| PROBLEM |
Without copying the images, write out all the entries below verbatim.
##### DATA FOR THIS EXERCISE
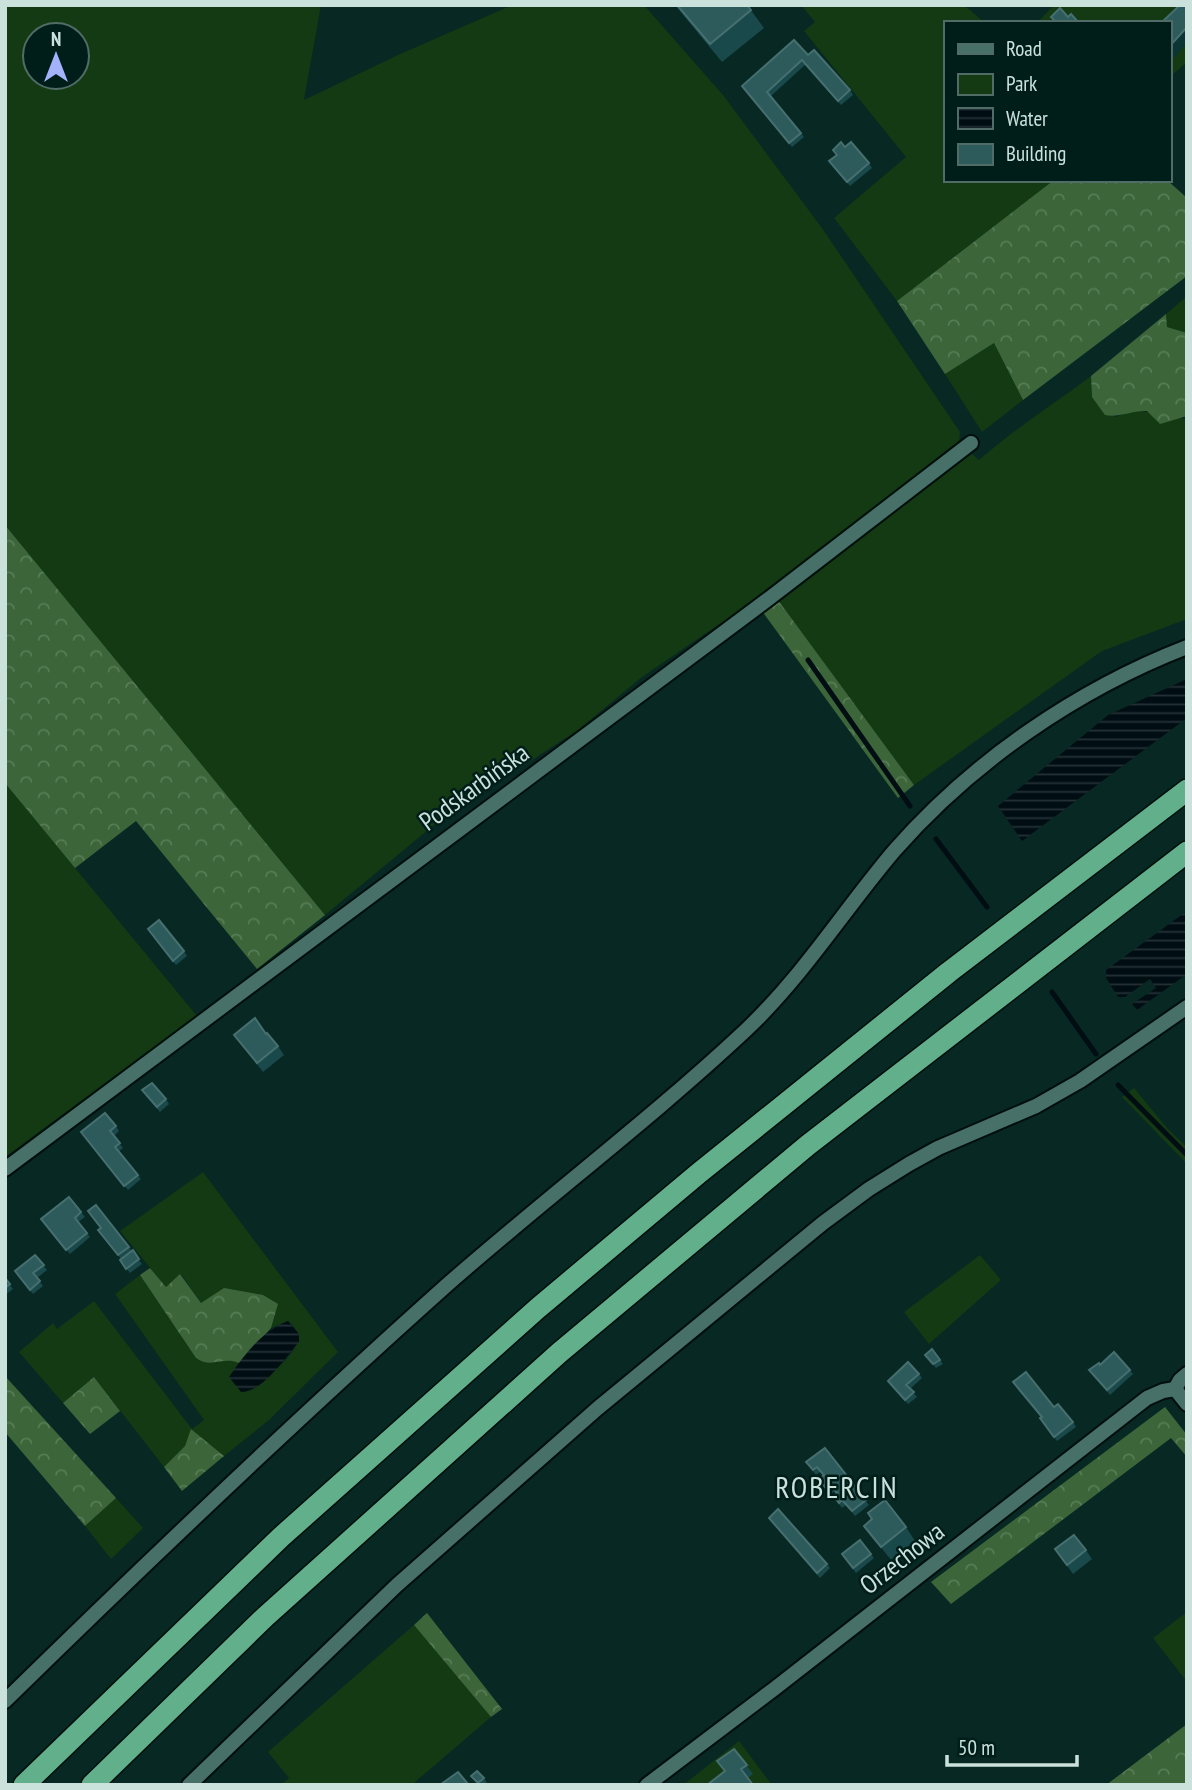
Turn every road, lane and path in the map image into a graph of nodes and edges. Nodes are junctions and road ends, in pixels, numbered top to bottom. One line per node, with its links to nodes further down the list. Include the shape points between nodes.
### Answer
1 (971, 443): 6 (street, Podskarbińska)
2 (1187, 647): 10 (street, via 1069,705 941,802 893,853 801,972 748,1028 450,1283 254,1461)
3 (1187, 790): 11 (highway, via 949,972 538,1308 281,1537)
4 (1187, 852): 12 (highway, via 808,1145 559,1353 265,1617)
5 (1187, 1007): 13 (street, via 1080,1081 928,1153 823,1223 598,1408 397,1585)
6 (5, 1169)
7 (1187, 1374): 8 (street)
8 (1175, 1389): 9 (street); 14 (street, Orzechowa, via 1147,1398)
9 (1187, 1404)
10 (5, 1701)
11 (24, 1785)
12 (92, 1785)
13 (189, 1785)
14 (647, 1785)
##########
| ANSWER |
Turn every road, lane and path in the map image into a graph of nodes and edges. Nodes are junctions and road ends, in pixels, numbered top to bottom. One line per node, with its links to nodes further down the list. Include the shape points between nodes.
### Answer
1 (971, 443): 6 (street, Podskarbińska)
2 (1187, 647): 10 (street, via 1069,705 941,802 893,853 801,972 748,1028 450,1283 254,1461)
3 (1187, 790): 11 (highway, via 949,972 538,1308 281,1537)
4 (1187, 852): 12 (highway, via 808,1145 559,1353 265,1617)
5 (1187, 1007): 13 (street, via 1080,1081 928,1153 823,1223 598,1408 397,1585)
6 (5, 1169)
7 (1187, 1374): 8 (street)
8 (1175, 1389): 9 (street); 14 (street, Orzechowa, via 1147,1398)
9 (1187, 1404)
10 (5, 1701)
11 (24, 1785)
12 (92, 1785)
13 (189, 1785)
14 (647, 1785)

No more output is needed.